[MATERIAL PROVIDED]:

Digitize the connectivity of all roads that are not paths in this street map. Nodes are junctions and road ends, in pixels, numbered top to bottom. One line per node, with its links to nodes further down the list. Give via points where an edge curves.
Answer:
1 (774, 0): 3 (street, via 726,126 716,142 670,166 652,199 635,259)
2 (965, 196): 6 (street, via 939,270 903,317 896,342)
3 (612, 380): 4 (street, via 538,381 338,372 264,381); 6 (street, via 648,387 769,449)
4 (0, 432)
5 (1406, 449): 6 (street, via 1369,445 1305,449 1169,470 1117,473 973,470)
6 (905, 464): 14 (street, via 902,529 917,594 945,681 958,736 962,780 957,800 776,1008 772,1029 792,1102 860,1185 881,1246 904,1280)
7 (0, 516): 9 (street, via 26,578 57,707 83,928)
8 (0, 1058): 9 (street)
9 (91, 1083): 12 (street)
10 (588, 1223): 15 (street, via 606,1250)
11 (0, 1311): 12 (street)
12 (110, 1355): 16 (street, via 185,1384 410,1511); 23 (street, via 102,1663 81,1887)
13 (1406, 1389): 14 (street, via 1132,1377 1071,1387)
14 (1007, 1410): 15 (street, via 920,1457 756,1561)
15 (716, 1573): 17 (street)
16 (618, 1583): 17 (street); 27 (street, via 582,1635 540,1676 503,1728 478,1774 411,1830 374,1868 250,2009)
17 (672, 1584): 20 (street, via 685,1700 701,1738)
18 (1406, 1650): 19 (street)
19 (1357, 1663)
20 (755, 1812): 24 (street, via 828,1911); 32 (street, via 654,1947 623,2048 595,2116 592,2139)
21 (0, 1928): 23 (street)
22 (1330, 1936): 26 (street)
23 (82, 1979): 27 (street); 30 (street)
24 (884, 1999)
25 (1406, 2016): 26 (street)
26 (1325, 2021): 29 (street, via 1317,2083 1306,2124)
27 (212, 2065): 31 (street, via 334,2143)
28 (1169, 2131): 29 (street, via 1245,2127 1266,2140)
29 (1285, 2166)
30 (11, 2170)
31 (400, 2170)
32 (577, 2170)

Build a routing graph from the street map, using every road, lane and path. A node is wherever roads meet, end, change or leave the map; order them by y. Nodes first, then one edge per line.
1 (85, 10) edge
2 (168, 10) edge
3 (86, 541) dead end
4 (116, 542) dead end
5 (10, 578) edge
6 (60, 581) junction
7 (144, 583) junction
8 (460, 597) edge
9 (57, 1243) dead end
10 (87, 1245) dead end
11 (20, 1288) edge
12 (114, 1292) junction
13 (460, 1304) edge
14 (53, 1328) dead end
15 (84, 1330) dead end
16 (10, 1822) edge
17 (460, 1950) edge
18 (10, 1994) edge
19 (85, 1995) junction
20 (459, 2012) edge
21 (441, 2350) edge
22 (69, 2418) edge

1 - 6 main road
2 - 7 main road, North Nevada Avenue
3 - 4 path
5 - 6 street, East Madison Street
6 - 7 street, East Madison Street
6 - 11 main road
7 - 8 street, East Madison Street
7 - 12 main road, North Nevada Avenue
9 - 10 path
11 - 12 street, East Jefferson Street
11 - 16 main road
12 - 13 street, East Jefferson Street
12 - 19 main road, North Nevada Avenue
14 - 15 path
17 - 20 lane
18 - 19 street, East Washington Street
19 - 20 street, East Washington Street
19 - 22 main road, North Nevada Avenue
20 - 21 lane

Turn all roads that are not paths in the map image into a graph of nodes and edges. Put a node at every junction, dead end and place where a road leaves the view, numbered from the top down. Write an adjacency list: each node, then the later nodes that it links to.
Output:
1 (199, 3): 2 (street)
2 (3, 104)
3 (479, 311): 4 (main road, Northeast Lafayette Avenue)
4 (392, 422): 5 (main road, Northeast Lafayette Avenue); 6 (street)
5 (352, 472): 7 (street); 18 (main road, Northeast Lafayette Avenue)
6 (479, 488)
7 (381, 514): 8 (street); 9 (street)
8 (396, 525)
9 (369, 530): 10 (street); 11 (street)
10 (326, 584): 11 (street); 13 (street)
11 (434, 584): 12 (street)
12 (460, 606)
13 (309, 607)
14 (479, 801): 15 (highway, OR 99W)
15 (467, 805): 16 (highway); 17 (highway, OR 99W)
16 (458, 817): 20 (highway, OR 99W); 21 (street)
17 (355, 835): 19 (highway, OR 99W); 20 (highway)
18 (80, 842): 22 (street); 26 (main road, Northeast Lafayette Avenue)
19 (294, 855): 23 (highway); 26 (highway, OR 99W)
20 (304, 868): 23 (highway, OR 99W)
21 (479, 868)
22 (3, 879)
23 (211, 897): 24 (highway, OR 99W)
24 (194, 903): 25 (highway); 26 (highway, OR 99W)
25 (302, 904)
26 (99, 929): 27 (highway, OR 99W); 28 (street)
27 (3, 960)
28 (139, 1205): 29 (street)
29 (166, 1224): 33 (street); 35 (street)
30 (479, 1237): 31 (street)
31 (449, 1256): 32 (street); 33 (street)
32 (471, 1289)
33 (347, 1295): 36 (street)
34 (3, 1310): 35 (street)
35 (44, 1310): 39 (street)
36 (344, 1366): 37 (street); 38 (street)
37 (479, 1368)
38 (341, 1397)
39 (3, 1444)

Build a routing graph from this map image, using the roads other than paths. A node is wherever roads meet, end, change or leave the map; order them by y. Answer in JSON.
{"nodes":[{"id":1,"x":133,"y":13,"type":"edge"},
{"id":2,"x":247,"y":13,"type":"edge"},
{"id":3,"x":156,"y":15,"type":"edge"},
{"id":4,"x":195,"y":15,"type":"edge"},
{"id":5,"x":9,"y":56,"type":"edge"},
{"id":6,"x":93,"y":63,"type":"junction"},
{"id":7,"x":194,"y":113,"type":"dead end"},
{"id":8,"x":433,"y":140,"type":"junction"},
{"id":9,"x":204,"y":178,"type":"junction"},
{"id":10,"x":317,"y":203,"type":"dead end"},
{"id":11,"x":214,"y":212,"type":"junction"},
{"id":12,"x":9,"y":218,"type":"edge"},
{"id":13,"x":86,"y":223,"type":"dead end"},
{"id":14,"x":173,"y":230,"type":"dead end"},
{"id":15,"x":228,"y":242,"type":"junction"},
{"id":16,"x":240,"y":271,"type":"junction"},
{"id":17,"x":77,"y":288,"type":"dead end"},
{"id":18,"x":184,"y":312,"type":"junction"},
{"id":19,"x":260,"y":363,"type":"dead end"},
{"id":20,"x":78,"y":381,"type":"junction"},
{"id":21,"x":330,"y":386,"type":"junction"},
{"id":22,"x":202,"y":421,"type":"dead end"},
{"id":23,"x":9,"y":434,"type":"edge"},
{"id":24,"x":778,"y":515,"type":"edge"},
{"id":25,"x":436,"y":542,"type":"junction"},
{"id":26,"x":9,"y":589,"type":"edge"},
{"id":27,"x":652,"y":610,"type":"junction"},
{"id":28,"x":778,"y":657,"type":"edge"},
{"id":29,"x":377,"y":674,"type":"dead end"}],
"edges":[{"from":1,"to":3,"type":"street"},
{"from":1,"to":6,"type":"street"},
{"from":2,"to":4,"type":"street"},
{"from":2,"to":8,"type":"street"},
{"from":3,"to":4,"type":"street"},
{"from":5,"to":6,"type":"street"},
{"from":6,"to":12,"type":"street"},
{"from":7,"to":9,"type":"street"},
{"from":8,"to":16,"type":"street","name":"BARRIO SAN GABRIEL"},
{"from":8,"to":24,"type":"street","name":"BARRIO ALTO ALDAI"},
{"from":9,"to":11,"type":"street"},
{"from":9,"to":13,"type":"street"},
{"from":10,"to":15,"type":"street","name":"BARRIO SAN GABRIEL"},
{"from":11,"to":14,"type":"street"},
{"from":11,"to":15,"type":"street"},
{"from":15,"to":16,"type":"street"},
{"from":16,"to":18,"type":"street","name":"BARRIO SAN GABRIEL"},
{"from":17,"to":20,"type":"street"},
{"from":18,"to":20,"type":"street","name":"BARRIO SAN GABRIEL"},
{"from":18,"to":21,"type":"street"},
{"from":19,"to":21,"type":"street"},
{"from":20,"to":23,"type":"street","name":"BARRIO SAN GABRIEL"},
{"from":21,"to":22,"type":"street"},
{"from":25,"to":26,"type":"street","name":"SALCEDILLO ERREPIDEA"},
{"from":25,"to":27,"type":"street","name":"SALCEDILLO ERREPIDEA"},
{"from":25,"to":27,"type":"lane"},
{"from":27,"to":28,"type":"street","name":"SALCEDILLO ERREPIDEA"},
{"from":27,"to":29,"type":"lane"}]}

[TO DO]: Since only the number is needed, state how many lines of the listing contain the word "Lafayette".

[SOLUTION TO THIS TASK]: 4